BEGIN INPUT DATA

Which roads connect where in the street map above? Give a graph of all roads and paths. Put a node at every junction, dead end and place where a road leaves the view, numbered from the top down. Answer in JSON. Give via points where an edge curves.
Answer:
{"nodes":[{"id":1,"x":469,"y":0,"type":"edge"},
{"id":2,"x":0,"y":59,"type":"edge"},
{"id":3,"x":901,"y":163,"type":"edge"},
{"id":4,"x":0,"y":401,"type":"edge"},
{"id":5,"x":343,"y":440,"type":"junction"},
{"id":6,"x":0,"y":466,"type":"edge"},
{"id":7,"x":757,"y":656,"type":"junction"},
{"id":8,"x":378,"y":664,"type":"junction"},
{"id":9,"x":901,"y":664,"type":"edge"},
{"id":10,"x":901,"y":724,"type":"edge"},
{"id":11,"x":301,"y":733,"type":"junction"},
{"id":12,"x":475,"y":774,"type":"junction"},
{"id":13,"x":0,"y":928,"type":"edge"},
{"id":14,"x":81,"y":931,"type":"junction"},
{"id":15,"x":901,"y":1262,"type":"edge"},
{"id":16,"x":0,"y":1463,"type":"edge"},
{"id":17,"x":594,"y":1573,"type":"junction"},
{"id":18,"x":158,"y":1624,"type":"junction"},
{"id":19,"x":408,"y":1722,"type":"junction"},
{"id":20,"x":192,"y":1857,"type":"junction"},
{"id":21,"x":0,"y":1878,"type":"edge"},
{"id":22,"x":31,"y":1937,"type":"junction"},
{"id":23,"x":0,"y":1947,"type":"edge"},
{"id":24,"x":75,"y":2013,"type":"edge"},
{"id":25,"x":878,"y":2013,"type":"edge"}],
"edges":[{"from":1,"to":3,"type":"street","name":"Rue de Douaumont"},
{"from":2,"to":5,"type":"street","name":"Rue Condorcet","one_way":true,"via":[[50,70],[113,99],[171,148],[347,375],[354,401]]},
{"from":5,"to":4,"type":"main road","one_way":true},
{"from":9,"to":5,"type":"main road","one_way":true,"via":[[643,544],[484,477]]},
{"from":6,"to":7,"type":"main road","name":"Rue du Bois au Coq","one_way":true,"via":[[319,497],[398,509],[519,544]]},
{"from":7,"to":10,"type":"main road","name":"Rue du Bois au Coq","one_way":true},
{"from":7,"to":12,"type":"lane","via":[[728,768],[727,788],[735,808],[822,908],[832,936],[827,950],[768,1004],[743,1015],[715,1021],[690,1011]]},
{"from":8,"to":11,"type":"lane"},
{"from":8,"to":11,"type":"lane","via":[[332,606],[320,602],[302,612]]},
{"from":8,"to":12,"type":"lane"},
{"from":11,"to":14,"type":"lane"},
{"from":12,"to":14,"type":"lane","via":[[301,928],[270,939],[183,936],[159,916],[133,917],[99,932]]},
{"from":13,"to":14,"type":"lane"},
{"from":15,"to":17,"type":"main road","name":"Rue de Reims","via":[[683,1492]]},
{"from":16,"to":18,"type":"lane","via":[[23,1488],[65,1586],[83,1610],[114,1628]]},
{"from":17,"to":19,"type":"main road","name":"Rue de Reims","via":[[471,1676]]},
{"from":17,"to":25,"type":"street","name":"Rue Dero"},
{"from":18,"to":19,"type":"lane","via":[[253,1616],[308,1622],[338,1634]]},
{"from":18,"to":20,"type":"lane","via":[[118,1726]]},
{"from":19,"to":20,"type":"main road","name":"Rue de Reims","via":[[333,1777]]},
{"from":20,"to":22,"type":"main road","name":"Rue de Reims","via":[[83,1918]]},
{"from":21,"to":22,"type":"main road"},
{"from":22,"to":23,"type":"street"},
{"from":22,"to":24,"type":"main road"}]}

END INPUT DATA

TASK INSTRUCTIONS » Return the records given above in their entirety, word for word.

ANSWER TO THE PROBLEM »
Which roads connect where in the street map above? Give a graph of all roads and paths. Put a node at every junction, dead end and place where a road leaves the view, numbered from the top down. Answer in JSON. Give via points where an edge curves.
Answer:
{"nodes":[{"id":1,"x":469,"y":0,"type":"edge"},
{"id":2,"x":0,"y":59,"type":"edge"},
{"id":3,"x":901,"y":163,"type":"edge"},
{"id":4,"x":0,"y":401,"type":"edge"},
{"id":5,"x":343,"y":440,"type":"junction"},
{"id":6,"x":0,"y":466,"type":"edge"},
{"id":7,"x":757,"y":656,"type":"junction"},
{"id":8,"x":378,"y":664,"type":"junction"},
{"id":9,"x":901,"y":664,"type":"edge"},
{"id":10,"x":901,"y":724,"type":"edge"},
{"id":11,"x":301,"y":733,"type":"junction"},
{"id":12,"x":475,"y":774,"type":"junction"},
{"id":13,"x":0,"y":928,"type":"edge"},
{"id":14,"x":81,"y":931,"type":"junction"},
{"id":15,"x":901,"y":1262,"type":"edge"},
{"id":16,"x":0,"y":1463,"type":"edge"},
{"id":17,"x":594,"y":1573,"type":"junction"},
{"id":18,"x":158,"y":1624,"type":"junction"},
{"id":19,"x":408,"y":1722,"type":"junction"},
{"id":20,"x":192,"y":1857,"type":"junction"},
{"id":21,"x":0,"y":1878,"type":"edge"},
{"id":22,"x":31,"y":1937,"type":"junction"},
{"id":23,"x":0,"y":1947,"type":"edge"},
{"id":24,"x":75,"y":2013,"type":"edge"},
{"id":25,"x":878,"y":2013,"type":"edge"}],
"edges":[{"from":1,"to":3,"type":"street","name":"Rue de Douaumont"},
{"from":2,"to":5,"type":"street","name":"Rue Condorcet","one_way":true,"via":[[50,70],[113,99],[171,148],[347,375],[354,401]]},
{"from":5,"to":4,"type":"main road","one_way":true},
{"from":9,"to":5,"type":"main road","one_way":true,"via":[[643,544],[484,477]]},
{"from":6,"to":7,"type":"main road","name":"Rue du Bois au Coq","one_way":true,"via":[[319,497],[398,509],[519,544]]},
{"from":7,"to":10,"type":"main road","name":"Rue du Bois au Coq","one_way":true},
{"from":7,"to":12,"type":"lane","via":[[728,768],[727,788],[735,808],[822,908],[832,936],[827,950],[768,1004],[743,1015],[715,1021],[690,1011]]},
{"from":8,"to":11,"type":"lane"},
{"from":8,"to":11,"type":"lane","via":[[332,606],[320,602],[302,612]]},
{"from":8,"to":12,"type":"lane"},
{"from":11,"to":14,"type":"lane"},
{"from":12,"to":14,"type":"lane","via":[[301,928],[270,939],[183,936],[159,916],[133,917],[99,932]]},
{"from":13,"to":14,"type":"lane"},
{"from":15,"to":17,"type":"main road","name":"Rue de Reims","via":[[683,1492]]},
{"from":16,"to":18,"type":"lane","via":[[23,1488],[65,1586],[83,1610],[114,1628]]},
{"from":17,"to":19,"type":"main road","name":"Rue de Reims","via":[[471,1676]]},
{"from":17,"to":25,"type":"street","name":"Rue Dero"},
{"from":18,"to":19,"type":"lane","via":[[253,1616],[308,1622],[338,1634]]},
{"from":18,"to":20,"type":"lane","via":[[118,1726]]},
{"from":19,"to":20,"type":"main road","name":"Rue de Reims","via":[[333,1777]]},
{"from":20,"to":22,"type":"main road","name":"Rue de Reims","via":[[83,1918]]},
{"from":21,"to":22,"type":"main road"},
{"from":22,"to":23,"type":"street"},
{"from":22,"to":24,"type":"main road"}]}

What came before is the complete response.